Pandangan Caroline kini berpindah ke arah Sebastian. Lelaki itu juga nampak tengah melihatnya. Caroline dapat melihat sebesit rasa kecewa yang terpancar di matanya.

"Sebastian ... " Caroline yakin bahwa hanya dirinyalah yang mendengar suaranya itu. Tetapi, nampaknya Sebastian juga menyadarinya.

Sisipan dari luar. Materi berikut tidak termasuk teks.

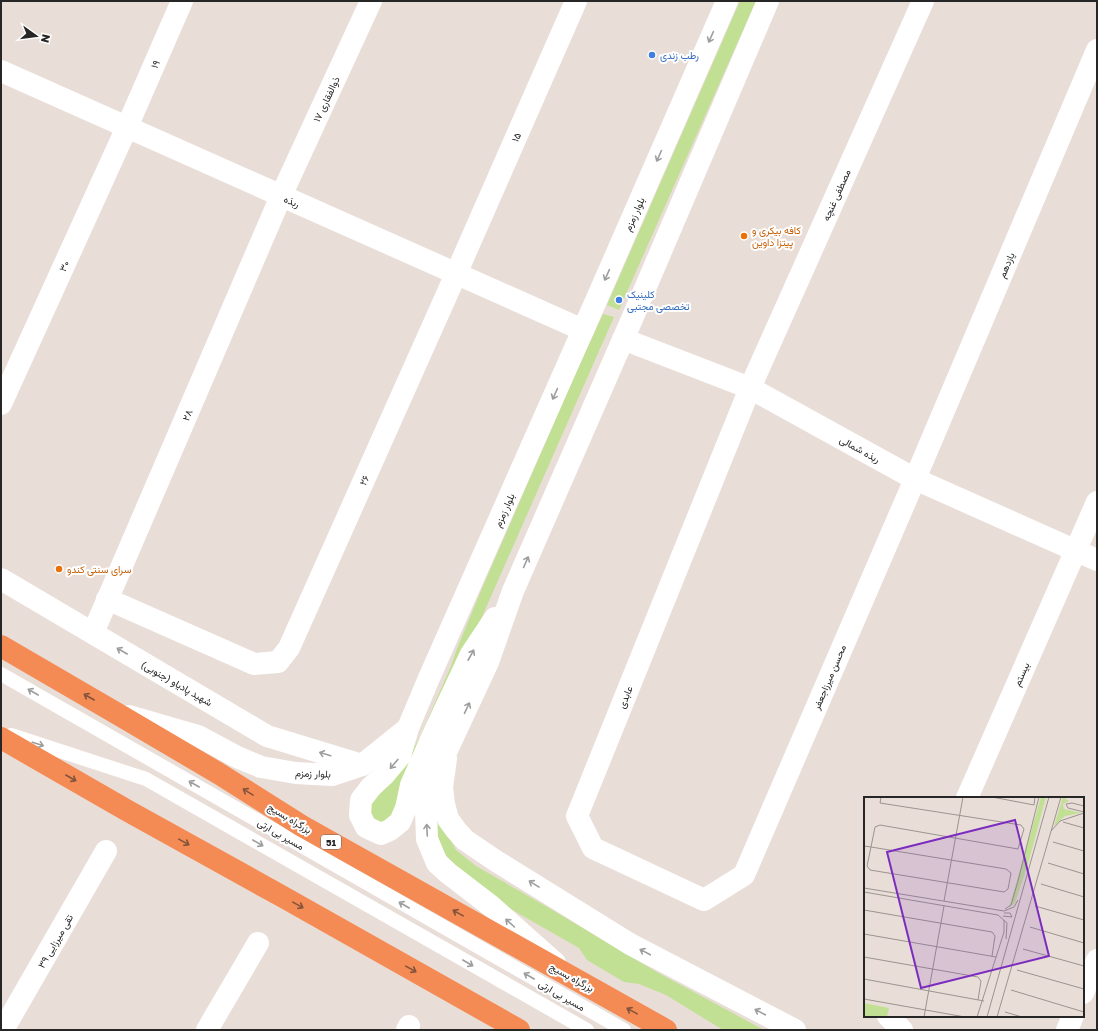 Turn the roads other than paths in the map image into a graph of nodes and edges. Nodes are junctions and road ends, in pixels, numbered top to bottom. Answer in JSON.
{"nodes":[{"id":1,"x":182,"y":1,"type":"edge"},
{"id":2,"x":371,"y":1,"type":"edge"},
{"id":3,"x":576,"y":1,"type":"edge"},
{"id":4,"x":727,"y":1,"type":"edge"},
{"id":5,"x":768,"y":1,"type":"edge"},
{"id":6,"x":923,"y":1,"type":"edge"},
{"id":7,"x":1097,"y":50,"type":"edge"},
{"id":8,"x":1,"y":72,"type":"edge"},
{"id":9,"x":127,"y":127,"type":"junction"},
{"id":10,"x":281,"y":196,"type":"junction"},
{"id":11,"x":456,"y":274,"type":"junction"},
{"id":12,"x":583,"y":330,"type":"junction"},
{"id":13,"x":623,"y":339,"type":"junction"},
{"id":14,"x":750,"y":388,"type":"junction"},
{"id":15,"x":1,"y":404,"type":"edge"},
{"id":16,"x":915,"y":479,"type":"junction"},
{"id":17,"x":1097,"y":502,"type":"edge"},
{"id":18,"x":1076,"y":551,"type":"junction"},
{"id":19,"x":1097,"y":560,"type":"edge"},
{"id":20,"x":1,"y":579,"type":"edge"},
{"id":21,"x":513,"y":591,"type":"junction"},
{"id":22,"x":108,"y":599,"type":"junction"},
{"id":23,"x":93,"y":633,"type":"junction"},
{"id":24,"x":1,"y":646,"type":"edge"},
{"id":25,"x":1,"y":674,"type":"edge"},
{"id":26,"x":116,"y":713,"type":"junction"},
{"id":27,"x":408,"y":728,"type":"junction"},
{"id":28,"x":1,"y":732,"type":"edge"},
{"id":29,"x":1,"y":738,"type":"edge"},
{"id":30,"x":447,"y":750,"type":"junction"},
{"id":31,"x":362,"y":765,"type":"junction"},
{"id":32,"x":967,"y":797,"type":"edge"},
{"id":33,"x":106,"y":851,"type":"dead end"},
{"id":34,"x":744,"y":875,"type":"joint"},
{"id":35,"x":258,"y":943,"type":"dead end"},
{"id":36,"x":1097,"y":960,"type":"edge"},
{"id":37,"x":571,"y":977,"type":"junction"},
{"id":38,"x":1084,"y":991,"type":"edge"},
{"id":39,"x":889,"y":1017,"type":"edge"},
{"id":40,"x":1073,"y":1017,"type":"edge"},
{"id":41,"x":3,"y":1030,"type":"edge"},
{"id":42,"x":207,"y":1030,"type":"edge"},
{"id":43,"x":519,"y":1030,"type":"edge"},
{"id":44,"x":586,"y":1030,"type":"edge"},
{"id":45,"x":624,"y":1030,"type":"edge"},
{"id":46,"x":666,"y":1030,"type":"edge"},
{"id":47,"x":795,"y":1030,"type":"edge"},
{"id":48,"x":902,"y":1030,"type":"edge"},
{"id":49,"x":1067,"y":1030,"type":"edge"}],
"edges":[{"from":1,"to":9,"type":"street","name":"۱۹"},
{"from":2,"to":10,"type":"street","name":"ذوالفقاری ۱۷"},
{"from":3,"to":11,"type":"street","name":"۱۵"},
{"from":4,"to":12,"type":"street","name":"بلوار زمزم","one_way":true},
{"from":5,"to":13,"type":"street"},
{"from":6,"to":14,"type":"street","name":"مصطفی غنچه"},
{"from":7,"to":16,"type":"street","name":"یازدهم"},
{"from":8,"to":9,"type":"street","name":"ربذه"},
{"from":9,"to":10,"type":"street","name":"ربذه"},
{"from":9,"to":15,"type":"street","name":"۳۰"},
{"from":10,"to":11,"type":"street","name":"ربذه"},
{"from":10,"to":22,"type":"street","name":"۲۸"},
{"from":11,"to":12,"type":"street","name":"ربذه"},
{"from":11,"to":22,"type":"street","name":"۲۶"},
{"from":12,"to":27,"type":"street","name":"بلوار زمزم","one_way":true},
{"from":13,"to":14,"type":"street","name":"ربذه شمالی"},
{"from":21,"to":13,"type":"street","one_way":true},
{"from":14,"to":16,"type":"street","name":"ربذه شمالی"},
{"from":14,"to":34,"type":"street","name":"عابدی"},
{"from":16,"to":18,"type":"street","name":"ربذه شمالی"},
{"from":16,"to":34,"type":"street","name":"محسن میرزاجعفر"},
{"from":17,"to":18,"type":"street","name":"بیستم"},
{"from":18,"to":19,"type":"street","name":"ربذه شمالی"},
{"from":18,"to":32,"type":"street","name":"بیستم"},
{"from":20,"to":23,"type":"street","name":"شهید پادیاو (جنوبی)"},
{"from":27,"to":21,"type":"street","one_way":true},
{"from":30,"to":21,"type":"street","one_way":true},
{"from":22,"to":23,"type":"street","name":"۲۸"},
{"from":31,"to":23,"type":"street","name":"شهید پادیاو (جنوبی)","one_way":true},
{"from":26,"to":24,"type":"highway","name":"بزرگراه بسیج","number":"51","one_way":true},
{"from":45,"to":25,"type":"lane","name":"مسیر بی ارتی","one_way":true},
{"from":26,"to":31,"type":"street","name":"بلوار زمزم"},
{"from":37,"to":26,"type":"highway","name":"بزرگراه بسیج","number":"51","one_way":true},
{"from":27,"to":31,"type":"street","name":"بلوار زمزم"},
{"from":28,"to":44,"type":"lane","name":"مسیر بی ارتی","one_way":true},
{"from":29,"to":43,"type":"highway","one_way":true},
{"from":37,"to":30,"type":"street","one_way":true},
{"from":47,"to":30,"type":"street","one_way":true},
{"from":33,"to":41,"type":"street","name":"تقی میرزایی ۳۹"},
{"from":35,"to":42,"type":"street"},
{"from":36,"to":38,"type":"street"},
{"from":46,"to":37,"type":"highway","name":"بزرگراه بسیج","number":"51","one_way":true},
{"from":39,"to":48,"type":"street"},
{"from":40,"to":49,"type":"street"}]} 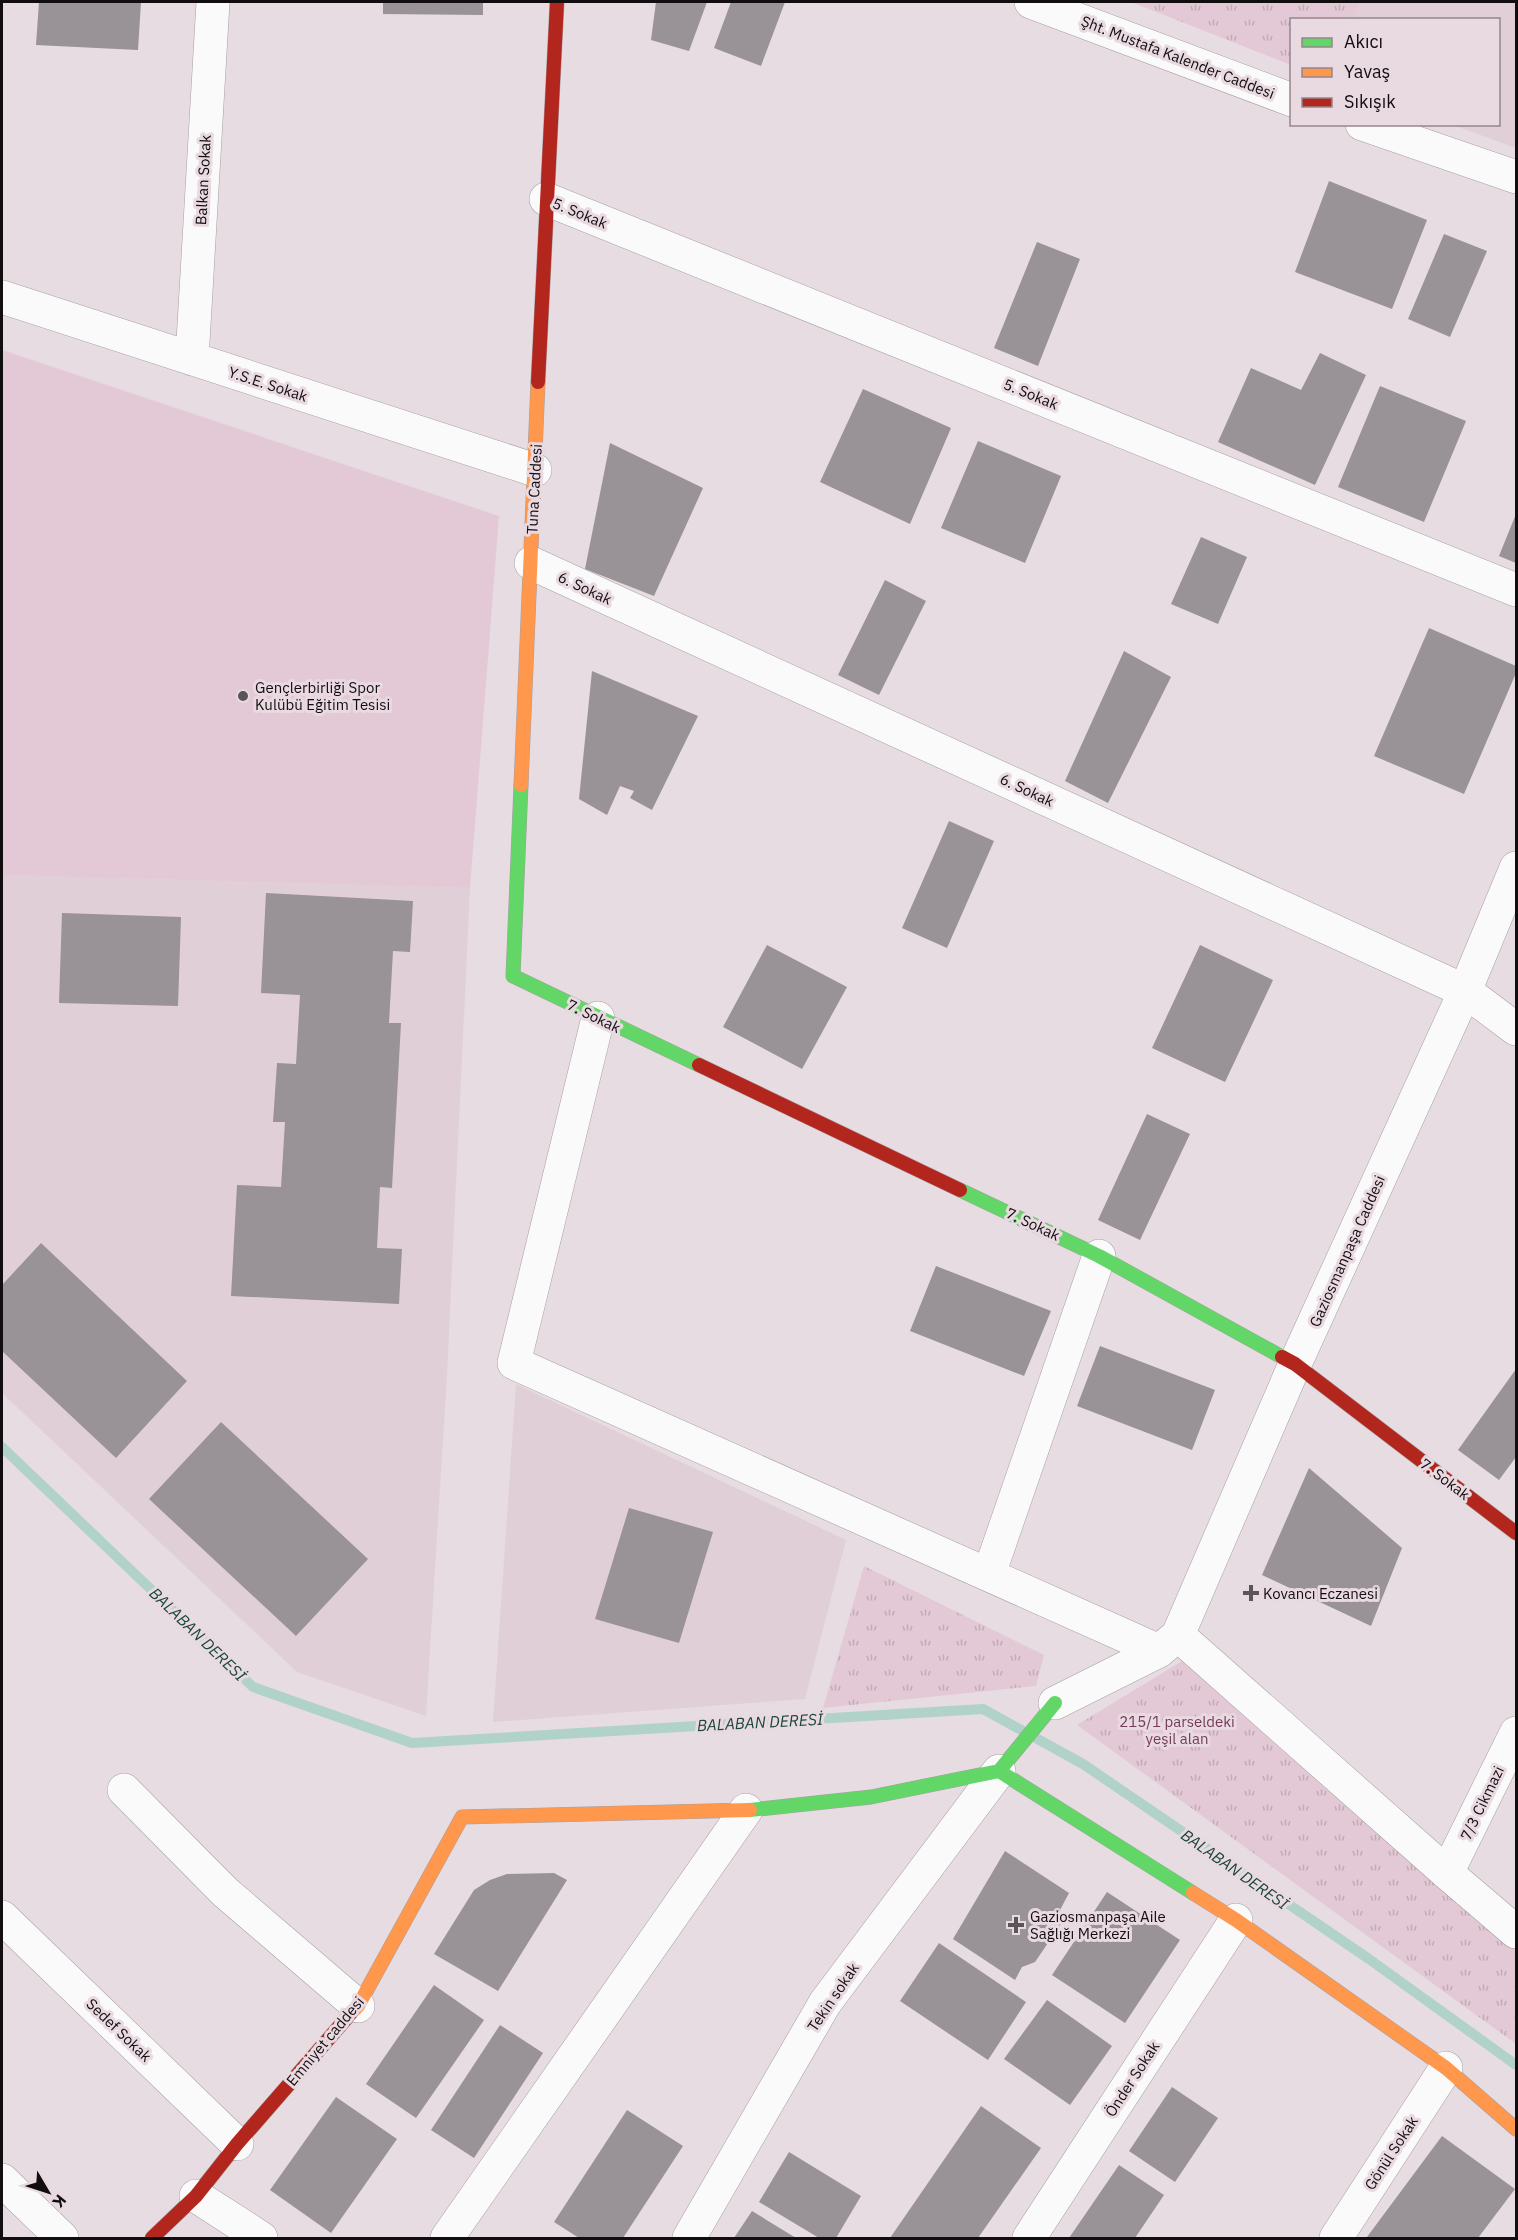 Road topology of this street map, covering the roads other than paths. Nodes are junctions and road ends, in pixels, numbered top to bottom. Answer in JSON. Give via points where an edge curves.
{"nodes":[{"id":1,"x":213,"y":2,"type":"edge"},
{"id":2,"x":557,"y":2,"type":"edge"},
{"id":3,"x":1030,"y":2,"type":"edge"},
{"id":4,"x":1290,"y":99,"type":"edge"},
{"id":5,"x":1368,"y":126,"type":"edge"},
{"id":6,"x":1516,"y":177,"type":"edge"},
{"id":7,"x":546,"y":199,"type":"junction"},
{"id":8,"x":2,"y":297,"type":"edge"},
{"id":9,"x":192,"y":359,"type":"junction"},
{"id":10,"x":535,"y":470,"type":"junction"},
{"id":11,"x":531,"y":563,"type":"junction"},
{"id":12,"x":1516,"y":590,"type":"edge"},
{"id":13,"x":1516,"y":868,"type":"edge"},
{"id":14,"x":513,"y":976,"type":"joint"},
{"id":15,"x":1465,"y":991,"type":"junction"},
{"id":16,"x":598,"y":1018,"type":"junction"},
{"id":17,"x":1516,"y":1029,"type":"edge"},
{"id":18,"x":1099,"y":1256,"type":"junction"},
{"id":19,"x":1295,"y":1364,"type":"junction"},
{"id":20,"x":1516,"y":1533,"type":"edge"},
{"id":21,"x":989,"y":1574,"type":"junction"},
{"id":22,"x":1168,"y":1643,"type":"junction"},
{"id":23,"x":1055,"y":1703,"type":"joint"},
{"id":24,"x":1516,"y":1732,"type":"edge"},
{"id":25,"x":999,"y":1771,"type":"junction"},
{"id":26,"x":124,"y":1790,"type":"dead end"},
{"id":27,"x":746,"y":1810,"type":"junction"},
{"id":28,"x":1447,"y":1873,"type":"junction"},
{"id":29,"x":2,"y":1917,"type":"edge"},
{"id":30,"x":1236,"y":1920,"type":"junction"},
{"id":31,"x":1516,"y":1932,"type":"edge"},
{"id":32,"x":358,"y":2006,"type":"junction"},
{"id":33,"x":1446,"y":2068,"type":"junction"},
{"id":34,"x":1516,"y":2129,"type":"edge"},
{"id":35,"x":237,"y":2144,"type":"junction"},
{"id":36,"x":2,"y":2180,"type":"edge"},
{"id":37,"x":195,"y":2196,"type":"junction"},
{"id":38,"x":62,"y":2238,"type":"edge"},
{"id":39,"x":152,"y":2238,"type":"edge"},
{"id":40,"x":261,"y":2238,"type":"edge"},
{"id":41,"x":447,"y":2238,"type":"edge"},
{"id":42,"x":689,"y":2238,"type":"edge"},
{"id":43,"x":1029,"y":2238,"type":"edge"},
{"id":44,"x":1336,"y":2238,"type":"edge"}],
"edges":[{"from":1,"to":9,"type":"street","name":"Balkan Sokak"},
{"from":2,"to":7,"type":"street","name":"Tuna Caddesi"},
{"from":3,"to":4,"type":"street","name":"Şht. Mustafa Kalender Caddesi"},
{"from":5,"to":6,"type":"street"},
{"from":7,"to":10,"type":"street","name":"Tuna Caddesi"},
{"from":7,"to":12,"type":"street","name":"5. Sokak"},
{"from":8,"to":9,"type":"street","name":"Y.S.E. Sokak"},
{"from":9,"to":10,"type":"street","name":"Y.S.E. Sokak"},
{"from":10,"to":11,"type":"street","name":"Tuna Caddesi"},
{"from":11,"to":14,"type":"street","name":"Tuna Caddesi"},
{"from":11,"to":15,"type":"street","name":"6. Sokak"},
{"from":13,"to":15,"type":"street","name":"Gaziosmanpaşa Caddesi"},
{"from":14,"to":16,"type":"street","name":"7. Sokak"},
{"from":15,"to":17,"type":"street","name":"6. Sokak"},
{"from":15,"to":19,"type":"street","name":"Gaziosmanpaşa Caddesi"},
{"from":16,"to":18,"type":"street","name":"7. Sokak"},
{"from":16,"to":21,"type":"street","via":[[514,1364]]},
{"from":18,"to":19,"type":"street","name":"7. Sokak"},
{"from":18,"to":21,"type":"street"},
{"from":19,"to":20,"type":"street","name":"7. Sokak"},
{"from":19,"to":22,"type":"street","name":"Gaziosmanpaşa Caddesi"},
{"from":21,"to":22,"type":"street"},
{"from":22,"to":23,"type":"street"},
{"from":22,"to":28,"type":"street"},
{"from":23,"to":25,"type":"street"},
{"from":24,"to":28,"type":"street","name":"7/3 Cikmazi"},
{"from":25,"to":27,"type":"street","via":[[871,1797]]},
{"from":25,"to":30,"type":"street"},
{"from":25,"to":42,"type":"street","name":"Tekin sokak","via":[[825,2003]]},
{"from":26,"to":32,"type":"street","via":[[225,1892]]},
{"from":27,"to":32,"type":"street","name":"Emniyet caddesi","via":[[462,1817]]},
{"from":27,"to":41,"type":"street"},
{"from":28,"to":31,"type":"street"},
{"from":29,"to":35,"type":"street","name":"Sedef Sokak"},
{"from":30,"to":33,"type":"street"},
{"from":30,"to":43,"type":"street","name":"Önder Sokak"},
{"from":32,"to":35,"type":"street","name":"Emniyet caddesi"},
{"from":33,"to":34,"type":"street"},
{"from":33,"to":44,"type":"street","name":"Gönül Sokak"},
{"from":35,"to":37,"type":"street","name":"Emniyet caddesi"},
{"from":36,"to":38,"type":"street"},
{"from":37,"to":39,"type":"street","name":"Emniyet caddesi"},
{"from":37,"to":40,"type":"street"}]}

Ia bisa merasakan bahwa Caroline memanggil namanya, dilihat dari gerak mulut gadis itu.

Tangan Sebastian mengepal. Ia tidak bisa melakukan apa-apa. Lantas, Sebastian memutuskan kontak matanya dan beralih untuk menunduk di sana.

Di sisi lain, Caroline masih berusaha untuk memberontak. "Xander, aku ingin berbicara denganmu sekarang!" teriaknya dengan lantang, namun Xander mengacuhkannya.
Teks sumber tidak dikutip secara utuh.